• [Saved data entries]

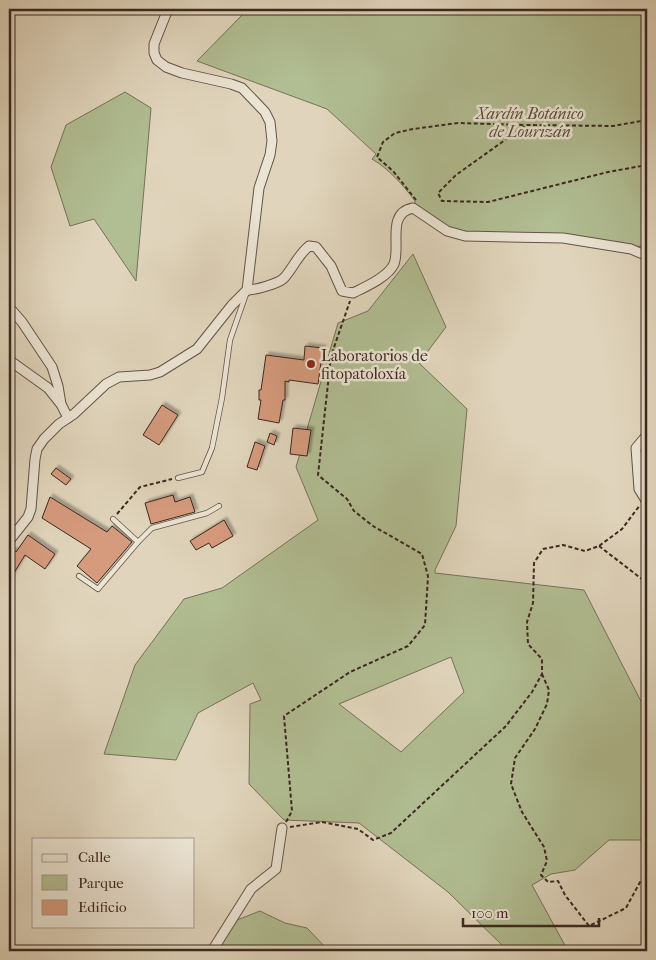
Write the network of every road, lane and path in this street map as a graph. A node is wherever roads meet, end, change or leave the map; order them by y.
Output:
1 (168, 9) edge
2 (647, 120) edge
3 (526, 125) junction
4 (647, 164) edge
5 (425, 215) junction
6 (647, 256) edge
7 (247, 290) junction
8 (353, 293) junction
9 (9, 308) edge
10 (9, 360) edge
11 (61, 404) junction
12 (68, 418) junction
13 (647, 435) edge
14 (178, 478) joint
15 (646, 500) edge
16 (219, 506) dead end
17 (112, 519) joint
18 (9, 541) edge
19 (138, 542) junction
20 (599, 546) junction
21 (79, 576) dead end
22 (647, 583) edge
23 (542, 674) junction
24 (282, 828) junction
25 (647, 869) edge
26 (212, 951) edge

1 - 7 street
2 - 3 path
3 - 4 path
3 - 5 path
5 - 6 street
5 - 8 street
7 - 8 street
7 - 12 street
7 - 14 lane
8 - 24 path
9 - 11 street
10 - 11 street
11 - 12 street
12 - 18 street
13 - 15 street
14 - 17 path
15 - 20 path
16 - 19 lane
17 - 19 lane
19 - 21 lane
20 - 22 path
20 - 23 path
23 - 24 path
23 - 25 path
24 - 26 street

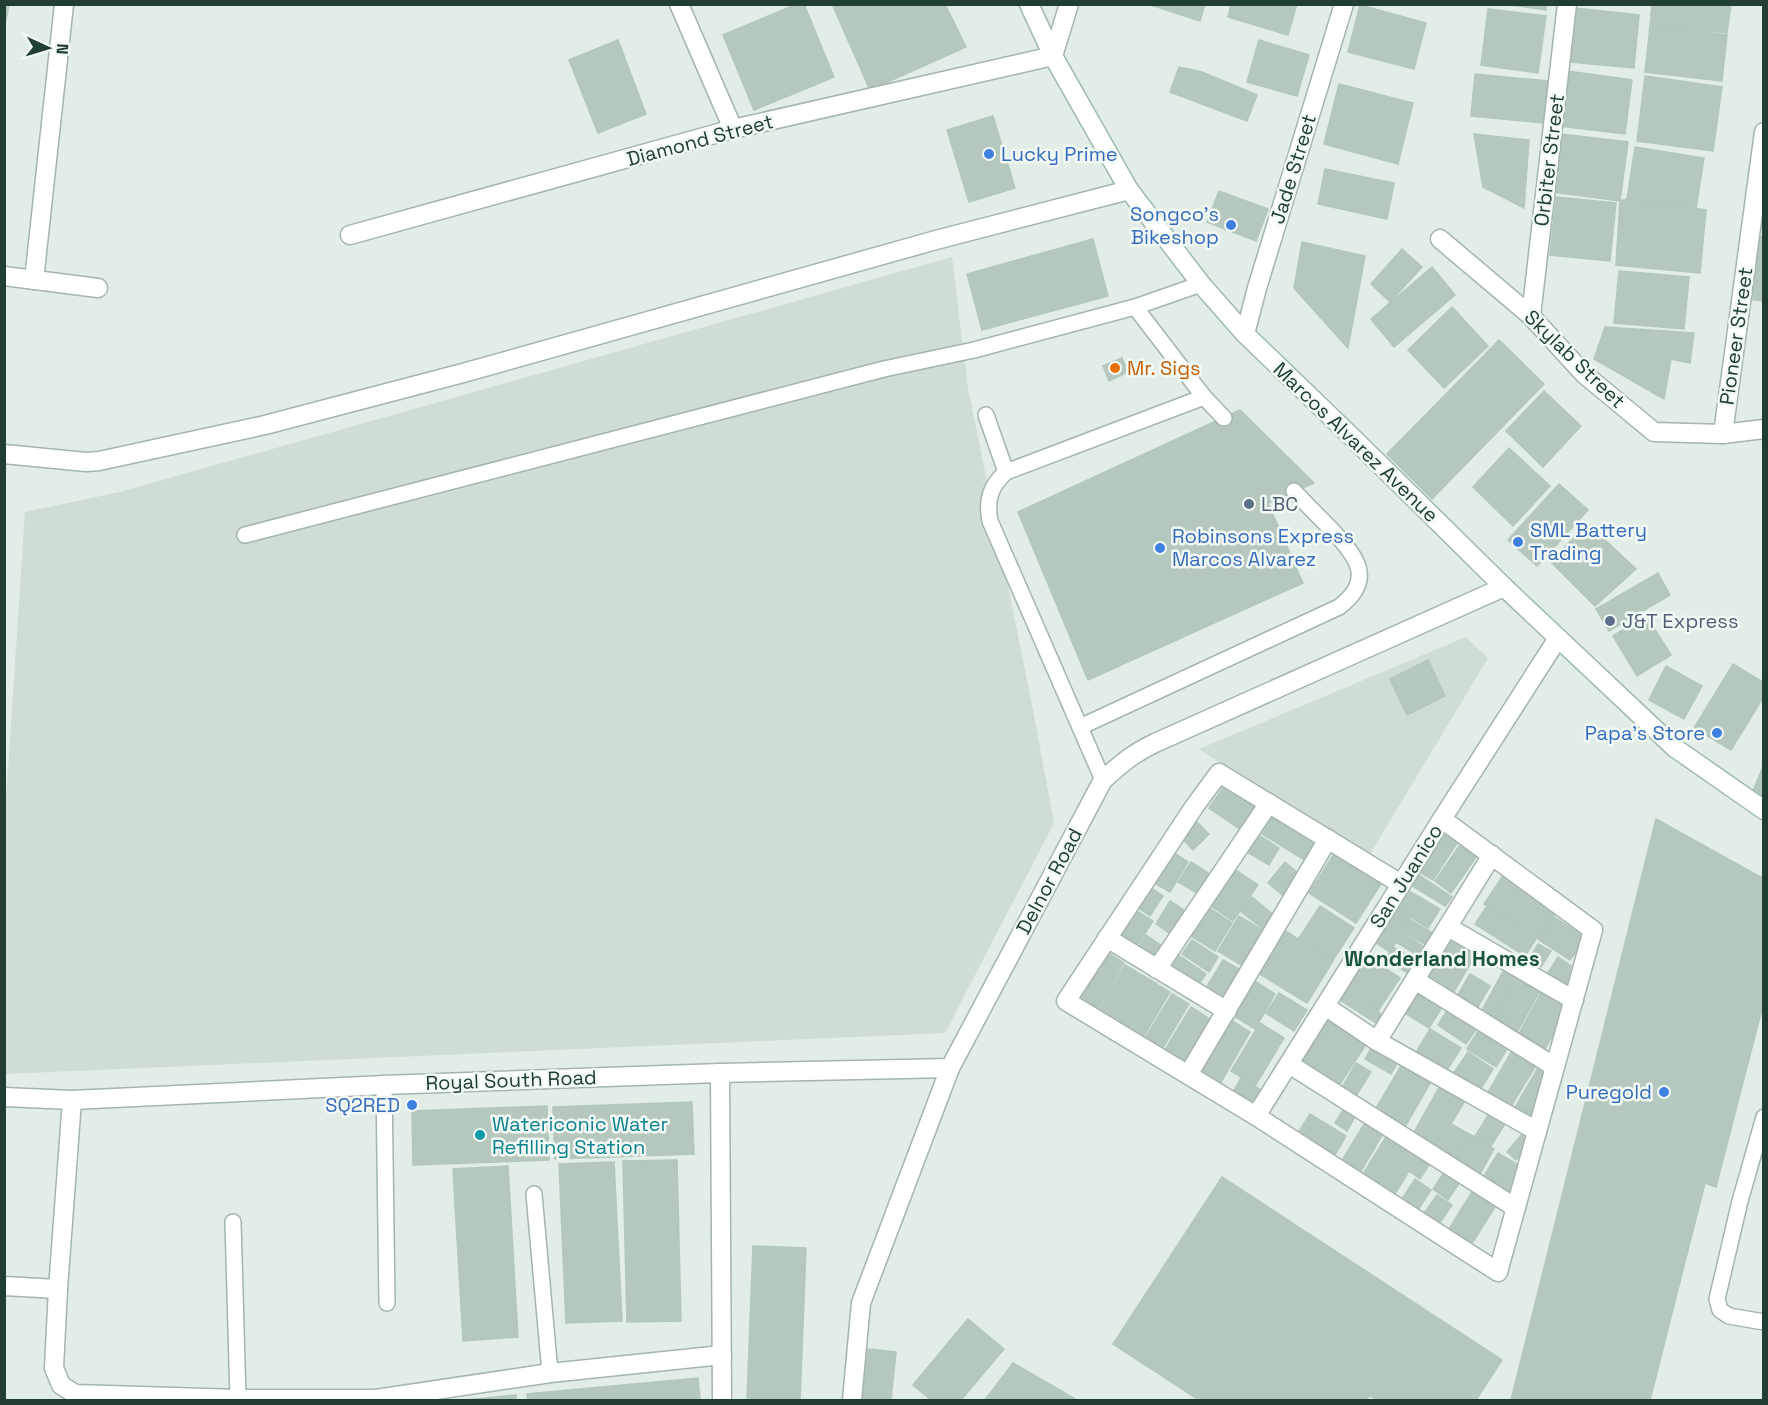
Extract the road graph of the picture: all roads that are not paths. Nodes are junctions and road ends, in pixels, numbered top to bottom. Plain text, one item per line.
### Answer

• [Exercise directions] An exact copy of the entries above is required, with the pictures left out.

• [Exercise output]
Write the network of every road, lane and path in this street map as a graph. A node is wherever roads meet, end, change or leave the map; order them by y.
Output:
1 (168, 9) edge
2 (647, 120) edge
3 (526, 125) junction
4 (647, 164) edge
5 (425, 215) junction
6 (647, 256) edge
7 (247, 290) junction
8 (353, 293) junction
9 (9, 308) edge
10 (9, 360) edge
11 (61, 404) junction
12 (68, 418) junction
13 (647, 435) edge
14 (178, 478) joint
15 (646, 500) edge
16 (219, 506) dead end
17 (112, 519) joint
18 (9, 541) edge
19 (138, 542) junction
20 (599, 546) junction
21 (79, 576) dead end
22 (647, 583) edge
23 (542, 674) junction
24 (282, 828) junction
25 (647, 869) edge
26 (212, 951) edge

1 - 7 street
2 - 3 path
3 - 4 path
3 - 5 path
5 - 6 street
5 - 8 street
7 - 8 street
7 - 12 street
7 - 14 lane
8 - 24 path
9 - 11 street
10 - 11 street
11 - 12 street
12 - 18 street
13 - 15 street
14 - 17 path
15 - 20 path
16 - 19 lane
17 - 19 lane
19 - 21 lane
20 - 22 path
20 - 23 path
23 - 24 path
23 - 25 path
24 - 26 street

Extract the road graph of the picture: all roads that are not paths. Nodes are junctions and road ends, in pixels, numbered top to bottom. Plain text, one item per line.
### Answer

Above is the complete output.